Outra hipótese seria supor que São José tivesse filhos de um
matrimônio anterior. Também podemos considerar que o termo “irmãos” foi usado
no sentido de membro do grupo de crentes, tal como é comum no Novo Testamento
(cf. At 1, 15). A igreja sempre acreditou na virgindade de Maria, e a chama de
“sempre virgem”4 antes, durante e depois do parto.
A concepção virginal de Jesus deve ser
entendida como obra do poder de Deus “porque a Deus nenhuma coisa é impossível”
(Lc 1,37). Foge a toda compreensão e poder humanos. Não tem relação alguma com
as representações mitológicas pagãs em que um deus se une a uma mulher
realizando o papel do homem, como nos mitos gregos.
A concepção
virginal de Jesus é uma obra divina no seio de Maria similar à Criação. Isso é
impossível de aceitar para o não crente, como era para os judeus e pagãos,
entre os quais se inventou histórias grosseiras acerca da concepção de Jesus,
como a que a atribui a um soldado romano chamado Pantheras. Na verdade, esse
personagem é uma ficção literária, sobre o qual se inventou uma lenda para
zombar dos cristãos. Partindo do ponto de vista da ciência histórica e
filológica, o nome Pantheras (ou Pandera) é uma corruptela que parodia a
palavra grega parthénos (=virgem). As pessoas, que utilizavam o grego como
língua de comunicação em grande parte do império romano do oriente, ouviam os
cristãos falarem de Jesus como o Filho da Virgem (huiós parthénou), e quando
queriam zombar deles, chamavam-no de “filho de Pantheras”.5 Tais histórias
testemunham que a Igreja sustentava a virgindade de Maria, ainda que parecesse
impossível.
O fato de Jesus ter sido concebido
virginalmente é um sinal de que Ele é verdadeiramente Filho de Deus por
natureza — daí que não tenha um pai humano — e, ao mesmo tempo, verdadeiro
homem nascido de mulher (Gl 4,4). Nas passagens evangélicas, mostra-se a
absoluta iniciativa de Deus na história humana para o advento da Salvação. E
também que esta se insere na própria história, como mostram as genealogias de
Jesus. Pode-se compreender melhor a
Jesus, concebido pelo Espírito Santo e sem intervenção de homem, como o novo
Adão que inaugura uma nova criação. A ela pertence o homem novo redimido por
Cristo (1Cor 15,47; Jb 3,34).
A
virgindade de Maria é sinal de sua fé sem vacilações e de sua entrega plena à
vontade de Deus. Inclusive diz-se que, por essa fé, Maria concebe a Cristo
antes em sua mente que em seu ventre, e que “mais bem-aventurada, pois, foi
Maria em receber Cristo pela fé do que em conceber a carne de Cristo. A
consanguinidade materna, de nada teria servido a Maria, se Ela não se tivesse
sentido mais feliz em acolher Cristo no seu Coração, que no seu seio”. 6
Sendo virgem e mãe, Maria é também figura da Igreja e sua mais perfeita
realização.
Papa destaca valor da
virgindade consagrada
Bento
XVI recorda que a virgindade consagrada “uma expressão particular de vida
consagrada, que refloresceu na Igreja depois do Concílio Vaticano II, mas cujas
raízes são antigas”. Radicam “nos inícios da vida evangélica quando, como
novidade inaudita, o coração de algumas mulheres começou a abrir-se ao desejo
da virgindade consagrada: ou seja, ao desejo de dar a Deus todo o próprio ser.

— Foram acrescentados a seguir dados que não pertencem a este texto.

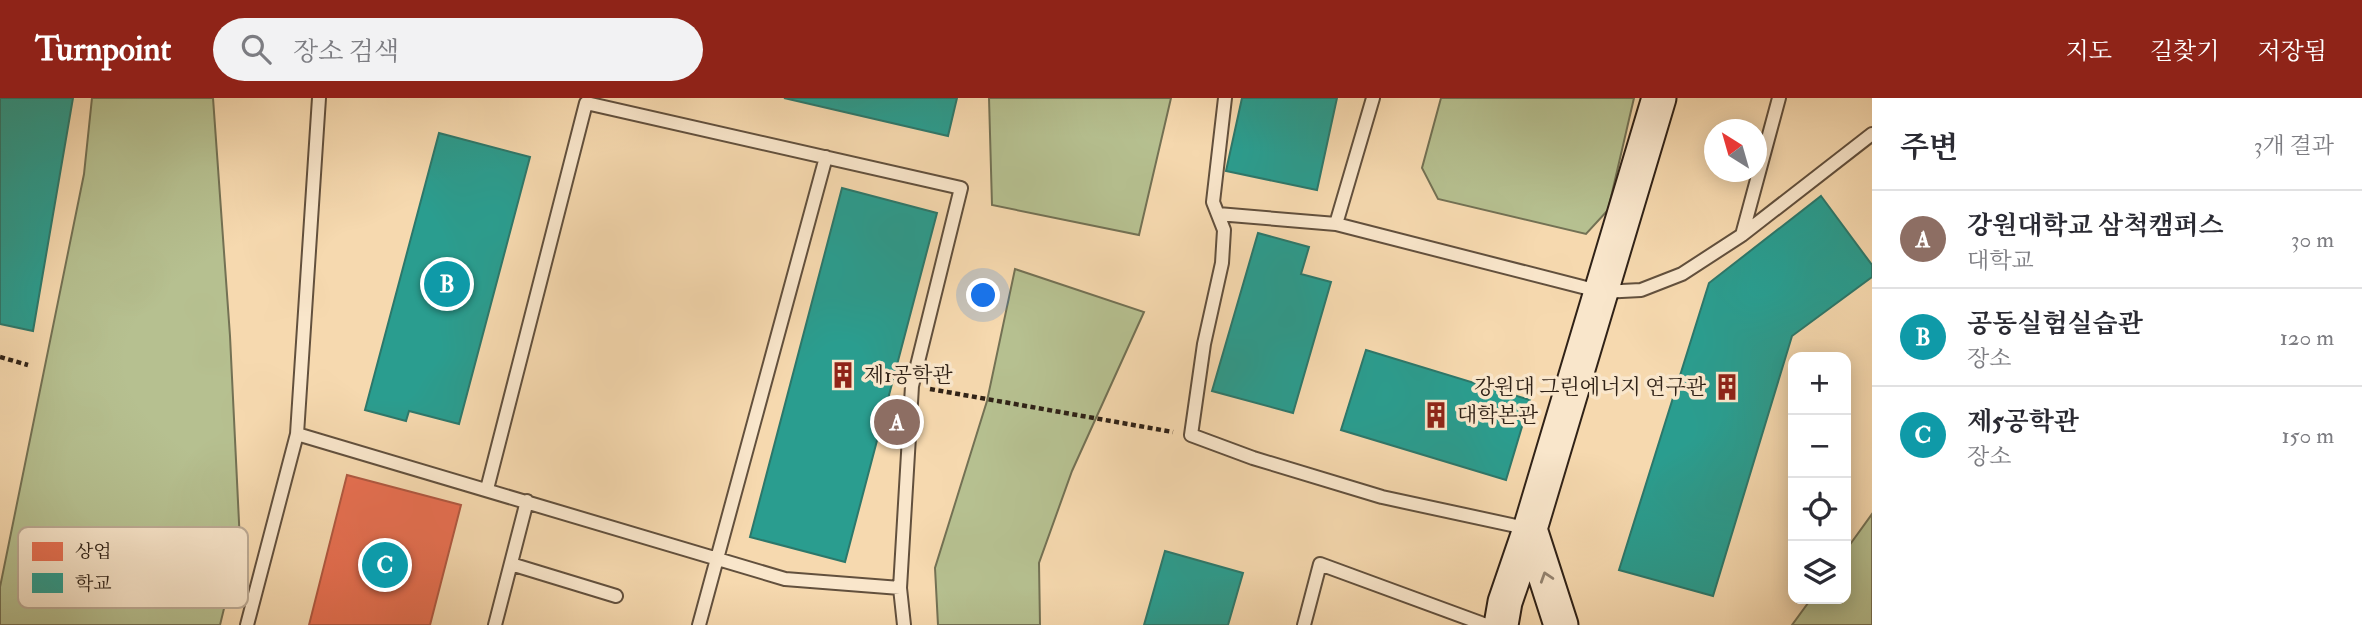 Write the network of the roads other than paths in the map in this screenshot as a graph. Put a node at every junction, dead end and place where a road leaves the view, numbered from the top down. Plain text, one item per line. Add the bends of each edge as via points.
1 (319, 98) edge
2 (1226, 98) edge
3 (1373, 98) edge
4 (1658, 98) edge
5 (1779, 98) edge
6 (1872, 134) edge
7 (826, 157) junction
8 (1218, 214) junction
9 (1336, 224) junction
10 (1742, 234) junction
11 (1602, 292) junction
12 (297, 434) junction
13 (487, 489) junction
14 (527, 501) junction
15 (1531, 529) junction
16 (718, 559) junction
17 (511, 565) junction
18 (900, 588) junction
19 (616, 596) dead end
20 (247, 625) edge
21 (495, 625) edge
22 (699, 625) edge
23 (904, 625) edge
24 (1304, 625) edge
25 (1486, 625) edge
26 (1501, 625) edge
27 (1561, 625) edge

1 - 12 lane
2 - 8 lane via 1213,202
3 - 9 lane
4 - 11 street
5 - 10 lane
6 - 10 lane
7 - 13 lane via 586,103
7 - 16 lane
7 - 18 lane via 961,188 912,386
8 - 9 lane
8 - 15 lane via 1224,230 1222,263 1191,435 1382,497
9 - 11 lane
10 - 11 lane via 1682,274 1640,290
11 - 15 street
12 - 13 lane
12 - 20 lane
13 - 14 lane
14 - 16 lane
14 - 17 lane
15 - 26 street
27 -> 15 street
16 - 18 lane via 785,579
16 - 22 lane
17 - 19 lane
17 - 21 lane
18 - 23 lane
24 - 25 lane via 1320,564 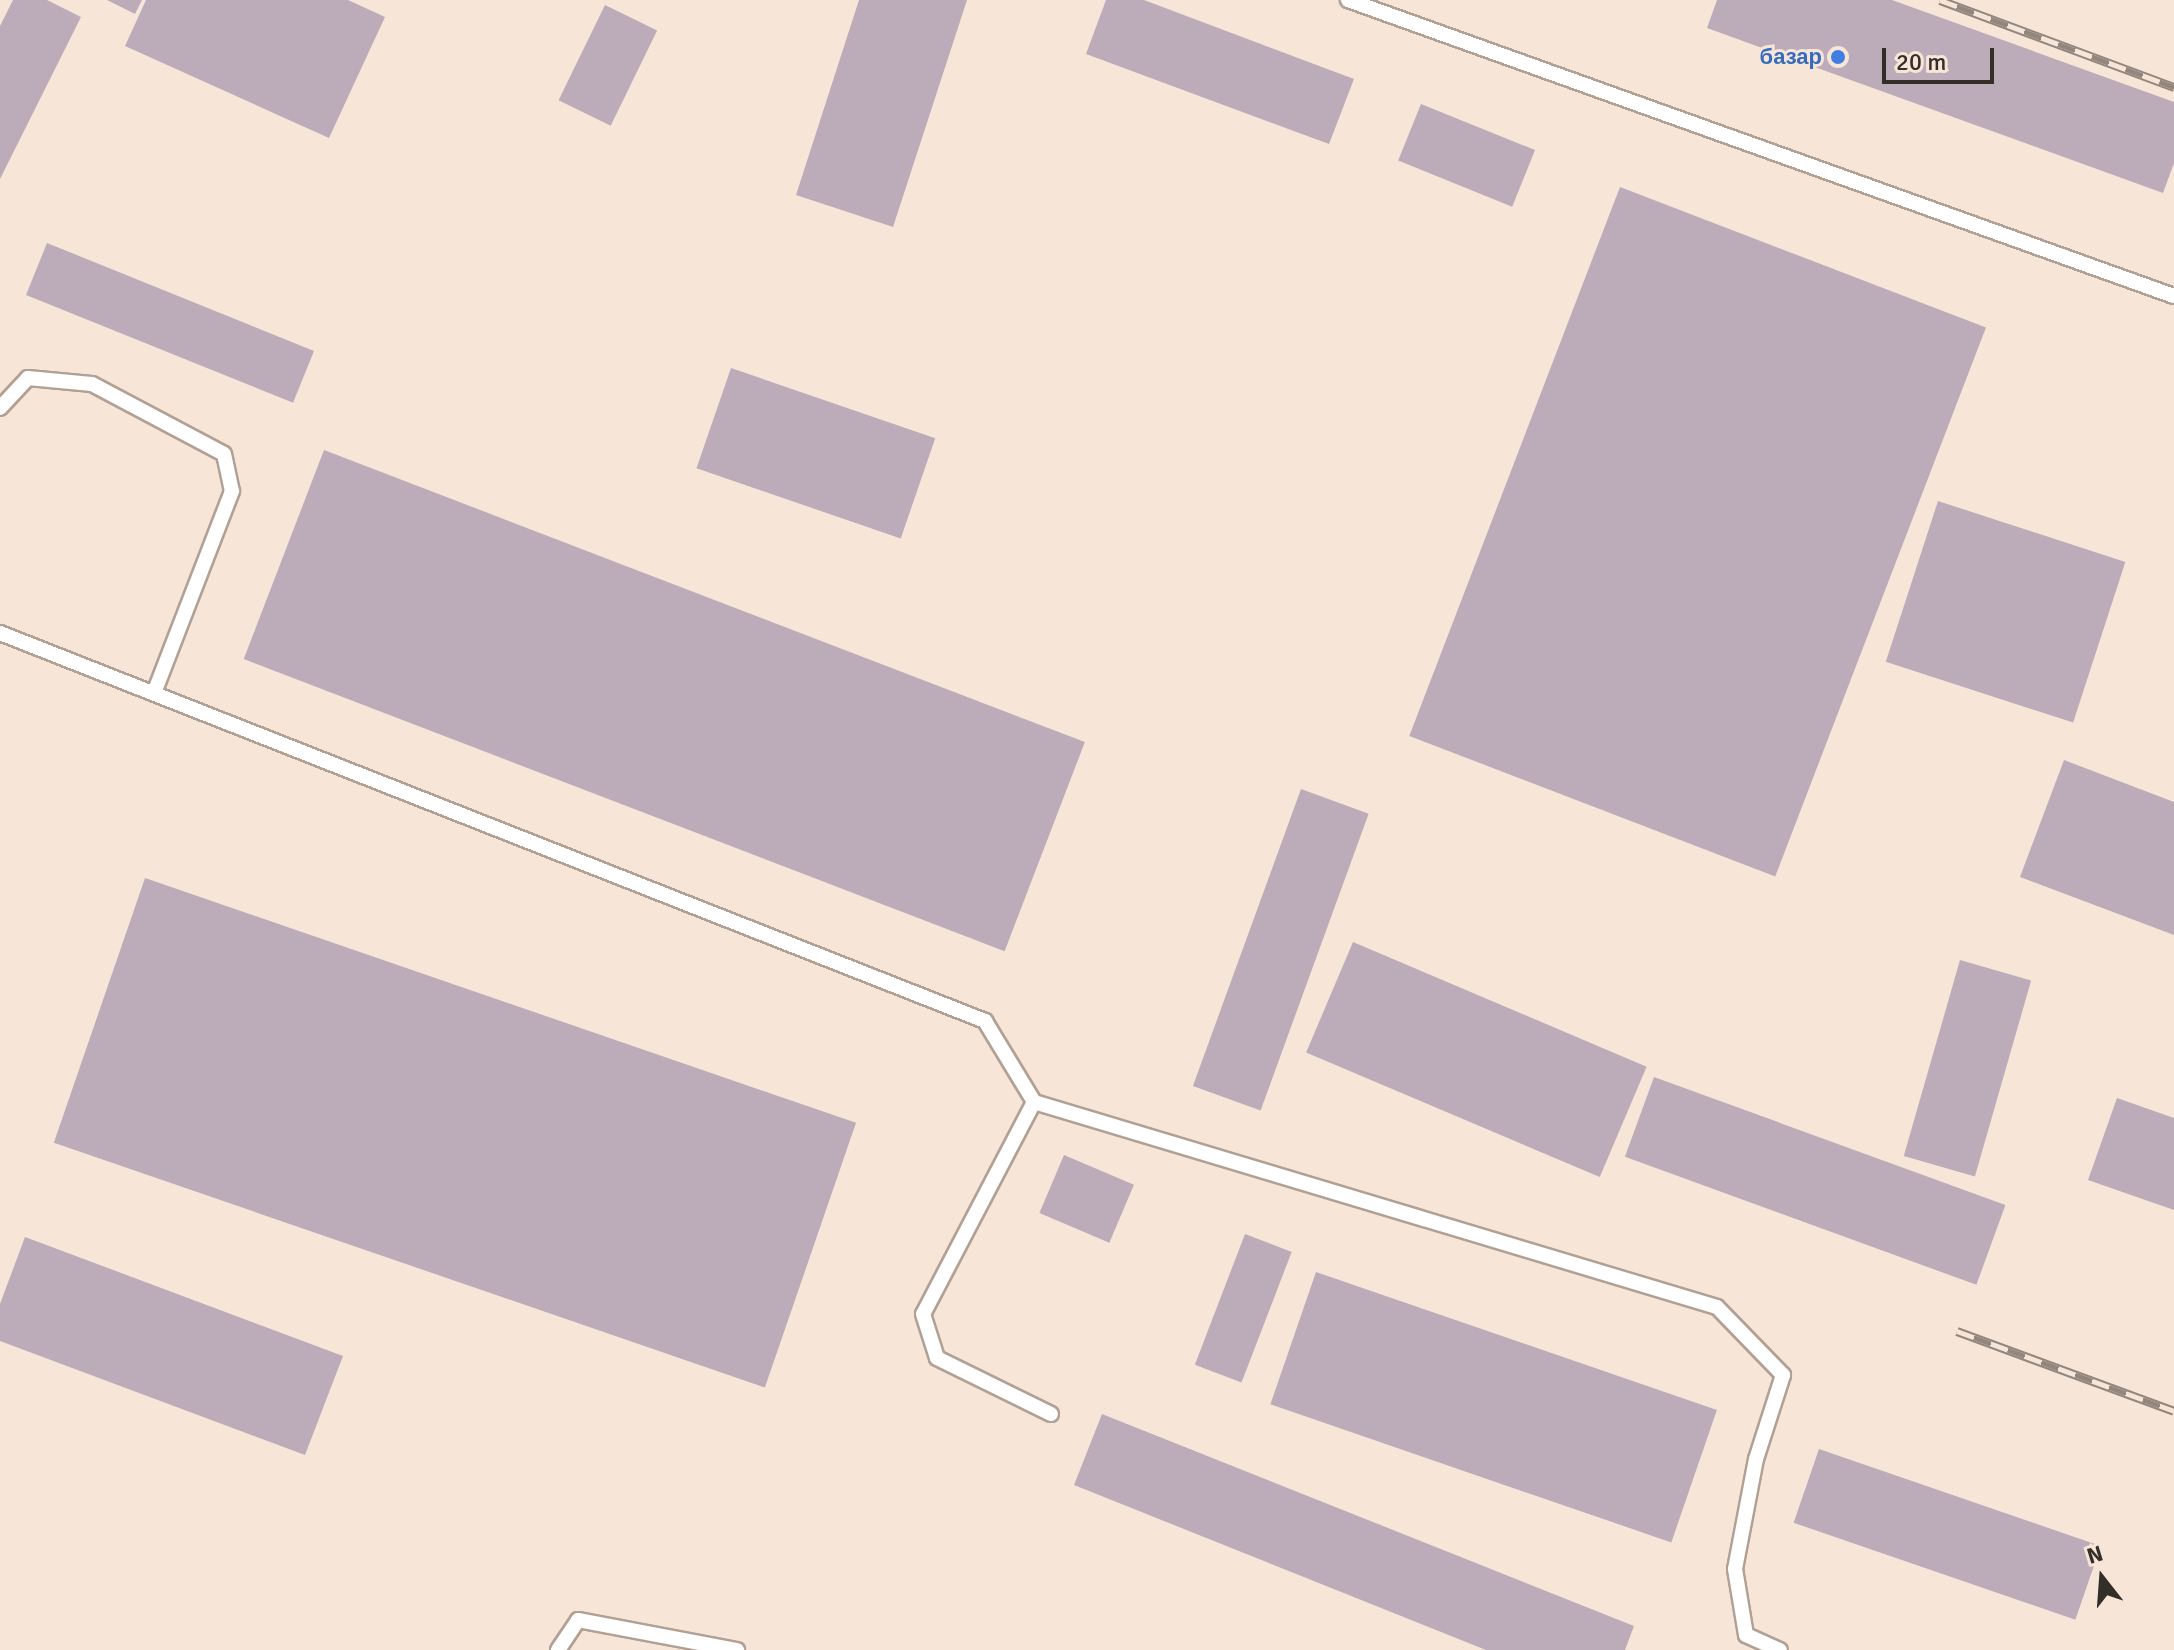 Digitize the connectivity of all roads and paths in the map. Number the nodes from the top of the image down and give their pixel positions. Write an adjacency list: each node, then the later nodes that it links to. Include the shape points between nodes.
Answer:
1 (1348, 0): 2 (lane)
2 (2174, 296)
3 (0, 408): 5 (lane, via 28,378 92,384 224,454 232,491)
4 (0, 633): 5 (lane)
5 (154, 693): 6 (lane, via 985,1021)
6 (1034, 1102): 7 (lane, via 923,1314 937,1358); 10 (lane, via 1717,1307 1783,1375 1756,1459 1735,1569 1746,1635)
7 (1051, 1414)
8 (558, 1650): 9 (lane, via 578,1620)
9 (737, 1650)
10 (1780, 1650)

Funda-se num simples convite evangélico – ‘quem puder compreender, que
compreenda’ – e no conselho paulino sobre a virgindade pelo Reino de Deus. E
contudo nele ressoa todo o mistério cristão”.
Bento XVI
nos ensina que, quando surgiu, este “carisma não se configurava com
particulares modalidades de vida, mas foi-se depois institucionalizando, pouco
a pouco, até chegar a uma verdadeira consagração pública e solene, conferido
pelo Bispo mediante um sugestivo rito litúrgico que fazia da mulher consagrada
a sponsa Christi, imagem da Igreja esposa”.
Por Alexandre Martins, cm.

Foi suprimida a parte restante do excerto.